EXERCISE DETAILS: Leave every picture out. Set down all the lines below exactly.

SOURCE MATERIAL:

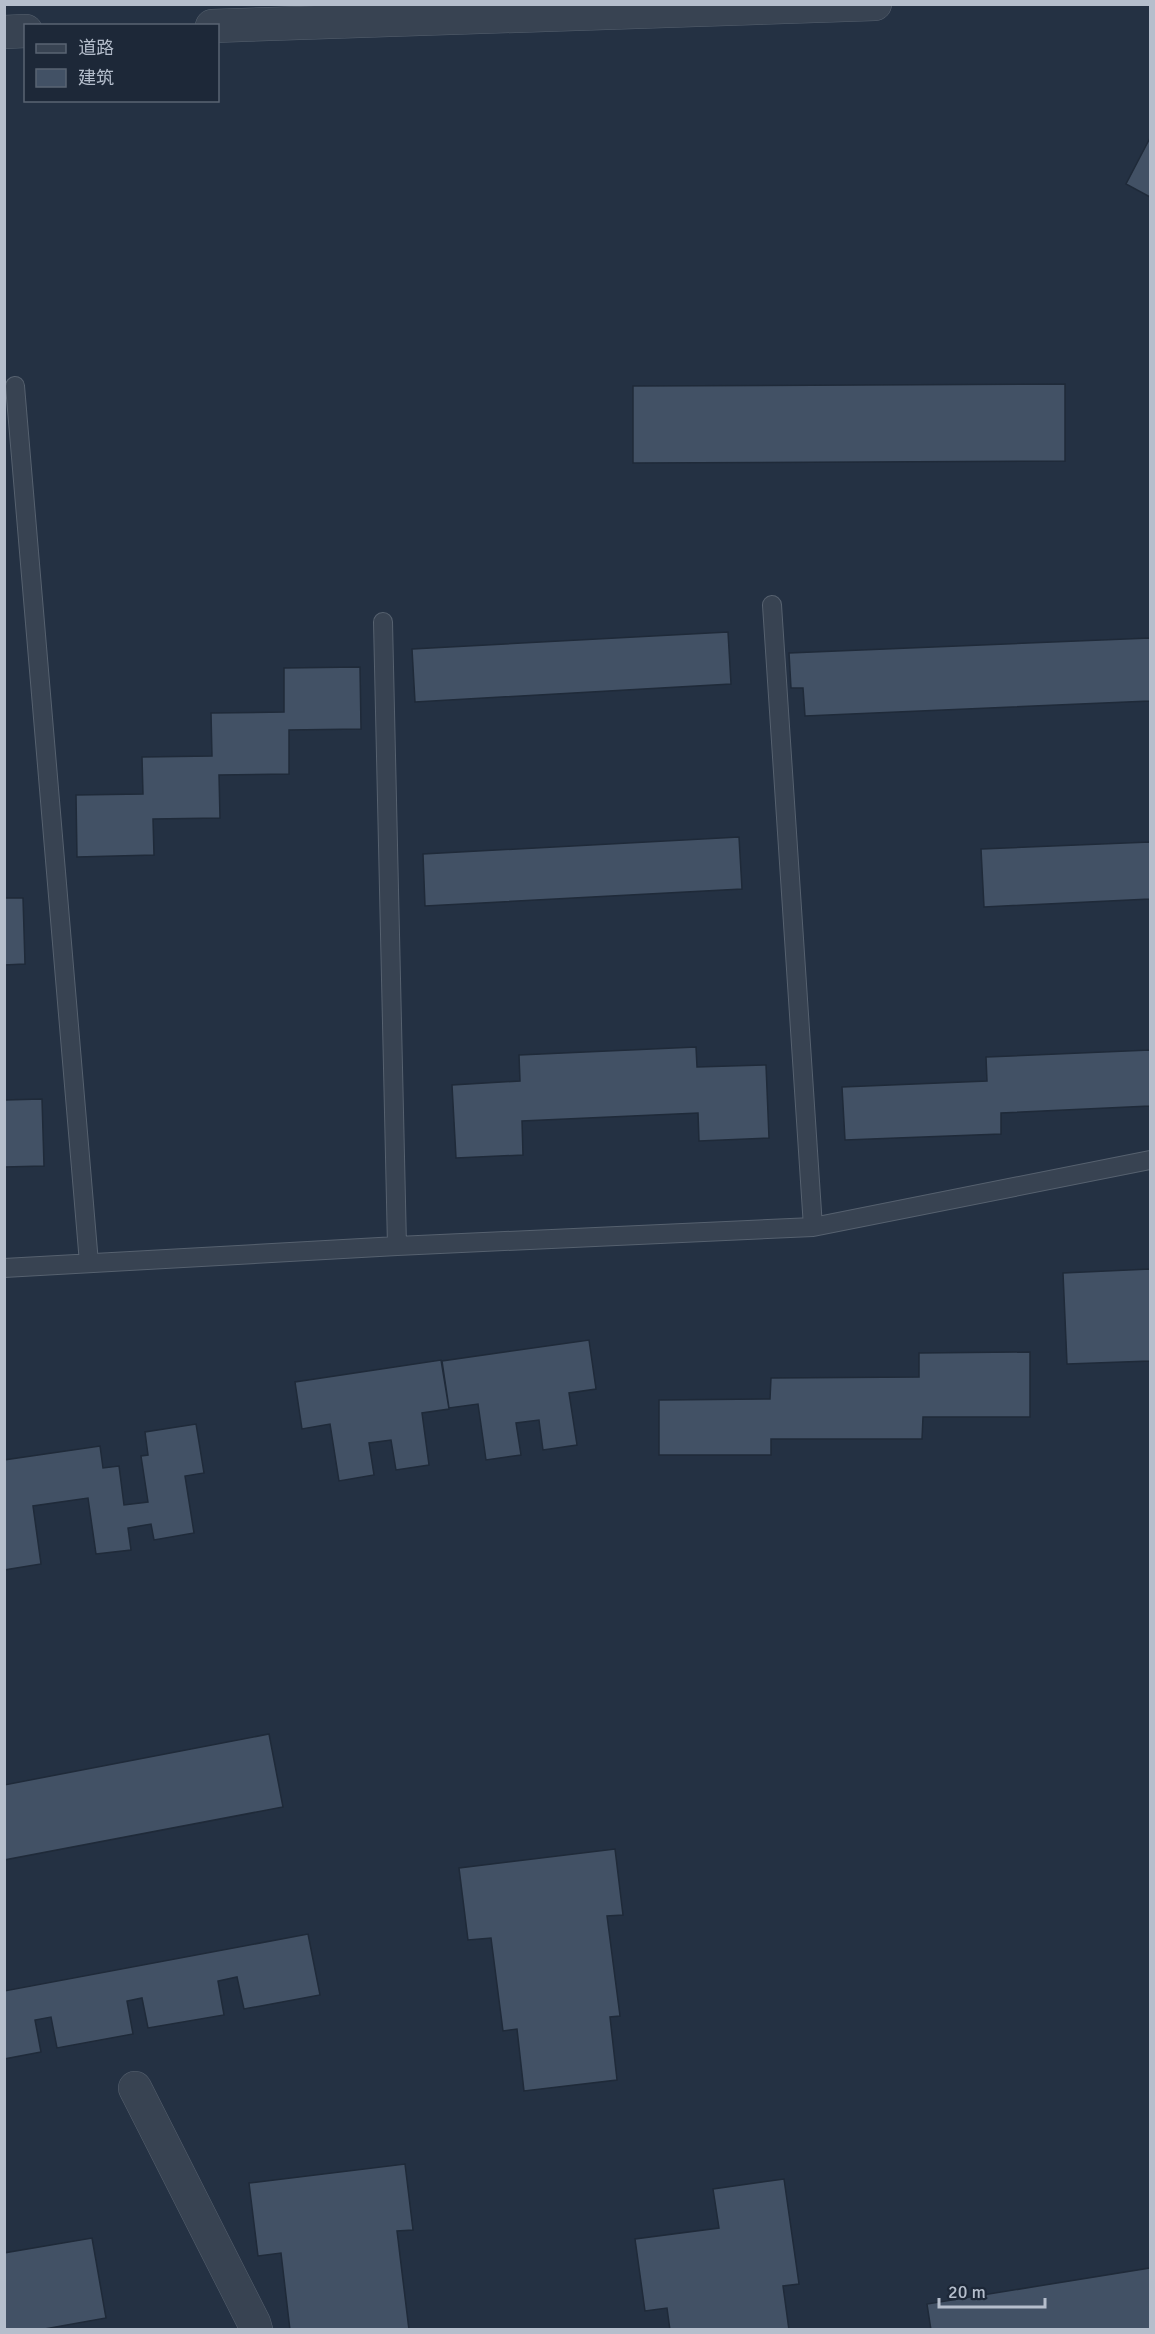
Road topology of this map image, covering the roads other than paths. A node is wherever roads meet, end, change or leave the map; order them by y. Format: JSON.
{"nodes":[{"id":1,"x":874,"y":4,"type":"edge"},
{"id":2,"x":219,"y":26,"type":"edge"},
{"id":3,"x":24,"y":31,"type":"edge"},
{"id":4,"x":4,"y":32,"type":"edge"},
{"id":5,"x":15,"y":386,"type":"dead end"},
{"id":6,"x":772,"y":605,"type":"dead end"},
{"id":7,"x":383,"y":622,"type":"dead end"},
{"id":8,"x":1150,"y":1160,"type":"edge"},
{"id":9,"x":813,"y":1227,"type":"junction"},
{"id":10,"x":397,"y":1246,"type":"junction"},
{"id":11,"x":89,"y":1263,"type":"junction"},
{"id":12,"x":4,"y":1268,"type":"edge"},
{"id":13,"x":135,"y":2088,"type":"dead end"},
{"id":14,"x":256,"y":2330,"type":"edge"}],
"edges":[{"from":1,"to":2,"type":"street"},
{"from":3,"to":4,"type":"street"},
{"from":5,"to":11,"type":"lane"},
{"from":6,"to":9,"type":"lane"},
{"from":7,"to":10,"type":"lane"},
{"from":8,"to":9,"type":"lane"},
{"from":9,"to":10,"type":"lane"},
{"from":10,"to":11,"type":"lane"},
{"from":11,"to":12,"type":"lane"},
{"from":13,"to":14,"type":"street"}]}
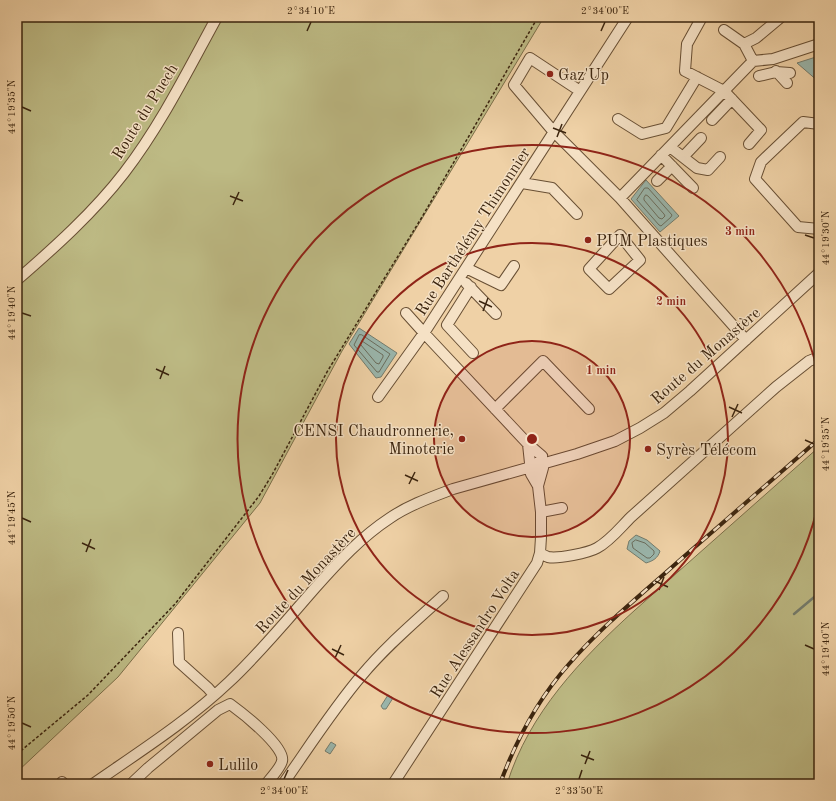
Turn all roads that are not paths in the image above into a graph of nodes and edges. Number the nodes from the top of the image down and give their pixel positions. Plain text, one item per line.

SOLUTION TO THE PROBLEM:
Road topology of this map image, covering the roads other than paths. A node is wherever roads meet, end, change or leave the map; order them by y. Format: JSON.
{"nodes":[{"id":1,"x":874,"y":4,"type":"edge"},
{"id":2,"x":219,"y":26,"type":"edge"},
{"id":3,"x":24,"y":31,"type":"edge"},
{"id":4,"x":4,"y":32,"type":"edge"},
{"id":5,"x":15,"y":386,"type":"dead end"},
{"id":6,"x":772,"y":605,"type":"dead end"},
{"id":7,"x":383,"y":622,"type":"dead end"},
{"id":8,"x":1150,"y":1160,"type":"edge"},
{"id":9,"x":813,"y":1227,"type":"junction"},
{"id":10,"x":397,"y":1246,"type":"junction"},
{"id":11,"x":89,"y":1263,"type":"junction"},
{"id":12,"x":4,"y":1268,"type":"edge"},
{"id":13,"x":135,"y":2088,"type":"dead end"},
{"id":14,"x":256,"y":2330,"type":"edge"}],
"edges":[{"from":1,"to":2,"type":"street"},
{"from":3,"to":4,"type":"street"},
{"from":5,"to":11,"type":"lane"},
{"from":6,"to":9,"type":"lane"},
{"from":7,"to":10,"type":"lane"},
{"from":8,"to":9,"type":"lane"},
{"from":9,"to":10,"type":"lane"},
{"from":10,"to":11,"type":"lane"},
{"from":11,"to":12,"type":"lane"},
{"from":13,"to":14,"type":"street"}]}
Turn all roads that are not paths in the image above into a graph of nodes and edges. Number the nodes from the top of the image down and give their pixel positions. Plain text, one item per line.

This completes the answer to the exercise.